» How to complete this task
Begin at the line containing "Extract the road" and copy each line exactly through the end of the records, leaving out what comes before.

» Information
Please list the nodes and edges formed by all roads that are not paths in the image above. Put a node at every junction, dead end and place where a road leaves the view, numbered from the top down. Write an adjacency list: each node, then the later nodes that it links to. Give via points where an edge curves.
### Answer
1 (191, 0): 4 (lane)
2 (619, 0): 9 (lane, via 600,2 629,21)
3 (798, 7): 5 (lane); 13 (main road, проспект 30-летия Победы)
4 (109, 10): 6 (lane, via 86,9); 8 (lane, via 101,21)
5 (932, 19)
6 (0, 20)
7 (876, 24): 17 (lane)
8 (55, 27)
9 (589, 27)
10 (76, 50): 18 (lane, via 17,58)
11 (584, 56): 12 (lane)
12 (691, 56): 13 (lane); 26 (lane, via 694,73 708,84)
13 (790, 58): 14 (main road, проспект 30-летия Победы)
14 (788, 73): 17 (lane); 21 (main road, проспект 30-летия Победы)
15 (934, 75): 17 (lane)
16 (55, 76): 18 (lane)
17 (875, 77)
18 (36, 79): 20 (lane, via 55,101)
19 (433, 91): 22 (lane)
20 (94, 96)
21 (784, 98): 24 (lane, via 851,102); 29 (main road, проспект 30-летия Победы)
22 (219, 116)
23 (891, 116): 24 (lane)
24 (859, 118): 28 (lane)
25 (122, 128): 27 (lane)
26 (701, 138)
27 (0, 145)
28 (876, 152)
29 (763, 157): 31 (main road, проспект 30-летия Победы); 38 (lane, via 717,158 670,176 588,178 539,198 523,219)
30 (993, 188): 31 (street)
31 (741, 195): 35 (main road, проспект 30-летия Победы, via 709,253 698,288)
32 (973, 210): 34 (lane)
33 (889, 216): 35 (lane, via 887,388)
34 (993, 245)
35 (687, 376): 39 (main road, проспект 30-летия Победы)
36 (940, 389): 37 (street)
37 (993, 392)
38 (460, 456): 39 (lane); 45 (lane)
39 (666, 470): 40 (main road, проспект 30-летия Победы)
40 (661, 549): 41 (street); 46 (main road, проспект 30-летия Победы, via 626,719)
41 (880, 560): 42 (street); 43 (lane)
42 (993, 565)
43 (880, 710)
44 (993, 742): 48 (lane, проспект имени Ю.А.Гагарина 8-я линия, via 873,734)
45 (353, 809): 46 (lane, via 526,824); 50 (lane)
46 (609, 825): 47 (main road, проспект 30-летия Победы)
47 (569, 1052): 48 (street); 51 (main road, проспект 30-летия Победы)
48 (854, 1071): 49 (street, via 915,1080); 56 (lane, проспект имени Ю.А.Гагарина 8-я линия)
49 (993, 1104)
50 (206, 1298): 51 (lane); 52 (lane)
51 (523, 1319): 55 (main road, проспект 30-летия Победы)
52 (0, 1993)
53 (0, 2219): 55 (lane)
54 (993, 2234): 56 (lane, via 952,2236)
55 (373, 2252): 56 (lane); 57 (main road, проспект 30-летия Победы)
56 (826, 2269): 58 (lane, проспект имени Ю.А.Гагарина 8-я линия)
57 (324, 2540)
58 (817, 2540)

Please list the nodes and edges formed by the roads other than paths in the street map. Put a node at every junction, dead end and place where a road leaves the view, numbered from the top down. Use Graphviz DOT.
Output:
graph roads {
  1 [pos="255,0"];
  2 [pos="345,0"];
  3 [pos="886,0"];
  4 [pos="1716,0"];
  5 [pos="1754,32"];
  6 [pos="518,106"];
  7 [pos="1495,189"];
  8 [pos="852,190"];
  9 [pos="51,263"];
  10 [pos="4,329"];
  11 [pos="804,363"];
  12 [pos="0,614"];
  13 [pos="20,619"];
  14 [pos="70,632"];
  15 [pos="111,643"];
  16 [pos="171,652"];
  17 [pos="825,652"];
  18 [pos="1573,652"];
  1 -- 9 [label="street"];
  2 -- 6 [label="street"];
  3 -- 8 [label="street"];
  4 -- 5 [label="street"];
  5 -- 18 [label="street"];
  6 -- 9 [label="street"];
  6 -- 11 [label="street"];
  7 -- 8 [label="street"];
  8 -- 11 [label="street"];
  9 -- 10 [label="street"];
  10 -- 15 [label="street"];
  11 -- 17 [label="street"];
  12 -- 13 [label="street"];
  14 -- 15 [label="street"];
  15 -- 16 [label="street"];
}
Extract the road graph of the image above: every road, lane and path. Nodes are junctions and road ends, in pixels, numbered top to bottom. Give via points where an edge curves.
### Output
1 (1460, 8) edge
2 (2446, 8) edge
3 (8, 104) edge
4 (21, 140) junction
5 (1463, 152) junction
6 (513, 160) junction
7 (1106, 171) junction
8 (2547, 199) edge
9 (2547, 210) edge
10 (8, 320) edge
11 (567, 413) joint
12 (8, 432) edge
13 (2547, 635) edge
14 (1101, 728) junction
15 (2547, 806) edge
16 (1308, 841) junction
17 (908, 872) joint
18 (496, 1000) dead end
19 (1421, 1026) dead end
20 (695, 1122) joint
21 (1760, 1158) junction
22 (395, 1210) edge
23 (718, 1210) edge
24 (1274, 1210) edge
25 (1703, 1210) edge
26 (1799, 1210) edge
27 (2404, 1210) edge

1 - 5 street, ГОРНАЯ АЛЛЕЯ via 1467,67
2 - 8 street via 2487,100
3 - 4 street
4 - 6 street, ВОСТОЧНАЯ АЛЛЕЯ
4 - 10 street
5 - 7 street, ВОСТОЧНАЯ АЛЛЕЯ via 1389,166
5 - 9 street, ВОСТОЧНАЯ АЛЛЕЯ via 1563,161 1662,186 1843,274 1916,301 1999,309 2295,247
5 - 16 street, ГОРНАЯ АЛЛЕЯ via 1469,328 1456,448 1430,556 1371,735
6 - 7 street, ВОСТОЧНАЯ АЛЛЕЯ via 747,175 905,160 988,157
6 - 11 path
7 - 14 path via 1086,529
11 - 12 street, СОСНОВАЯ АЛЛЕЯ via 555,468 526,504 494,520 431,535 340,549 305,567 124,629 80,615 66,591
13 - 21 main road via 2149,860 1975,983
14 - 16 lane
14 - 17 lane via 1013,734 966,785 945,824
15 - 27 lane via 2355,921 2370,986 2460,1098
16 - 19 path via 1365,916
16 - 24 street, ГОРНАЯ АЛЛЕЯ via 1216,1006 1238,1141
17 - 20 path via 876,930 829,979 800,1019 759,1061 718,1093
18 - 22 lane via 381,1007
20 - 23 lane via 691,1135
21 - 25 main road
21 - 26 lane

» Solution
Extract the road graph of the image above: every road, lane and path. Nodes are junctions and road ends, in pixels, numbered top to bottom. Give via points where an edge curves.
### Output
1 (1460, 8) edge
2 (2446, 8) edge
3 (8, 104) edge
4 (21, 140) junction
5 (1463, 152) junction
6 (513, 160) junction
7 (1106, 171) junction
8 (2547, 199) edge
9 (2547, 210) edge
10 (8, 320) edge
11 (567, 413) joint
12 (8, 432) edge
13 (2547, 635) edge
14 (1101, 728) junction
15 (2547, 806) edge
16 (1308, 841) junction
17 (908, 872) joint
18 (496, 1000) dead end
19 (1421, 1026) dead end
20 (695, 1122) joint
21 (1760, 1158) junction
22 (395, 1210) edge
23 (718, 1210) edge
24 (1274, 1210) edge
25 (1703, 1210) edge
26 (1799, 1210) edge
27 (2404, 1210) edge

1 - 5 street, ГОРНАЯ АЛЛЕЯ via 1467,67
2 - 8 street via 2487,100
3 - 4 street
4 - 6 street, ВОСТОЧНАЯ АЛЛЕЯ
4 - 10 street
5 - 7 street, ВОСТОЧНАЯ АЛЛЕЯ via 1389,166
5 - 9 street, ВОСТОЧНАЯ АЛЛЕЯ via 1563,161 1662,186 1843,274 1916,301 1999,309 2295,247
5 - 16 street, ГОРНАЯ АЛЛЕЯ via 1469,328 1456,448 1430,556 1371,735
6 - 7 street, ВОСТОЧНАЯ АЛЛЕЯ via 747,175 905,160 988,157
6 - 11 path
7 - 14 path via 1086,529
11 - 12 street, СОСНОВАЯ АЛЛЕЯ via 555,468 526,504 494,520 431,535 340,549 305,567 124,629 80,615 66,591
13 - 21 main road via 2149,860 1975,983
14 - 16 lane
14 - 17 lane via 1013,734 966,785 945,824
15 - 27 lane via 2355,921 2370,986 2460,1098
16 - 19 path via 1365,916
16 - 24 street, ГОРНАЯ АЛЛЕЯ via 1216,1006 1238,1141
17 - 20 path via 876,930 829,979 800,1019 759,1061 718,1093
18 - 22 lane via 381,1007
20 - 23 lane via 691,1135
21 - 25 main road
21 - 26 lane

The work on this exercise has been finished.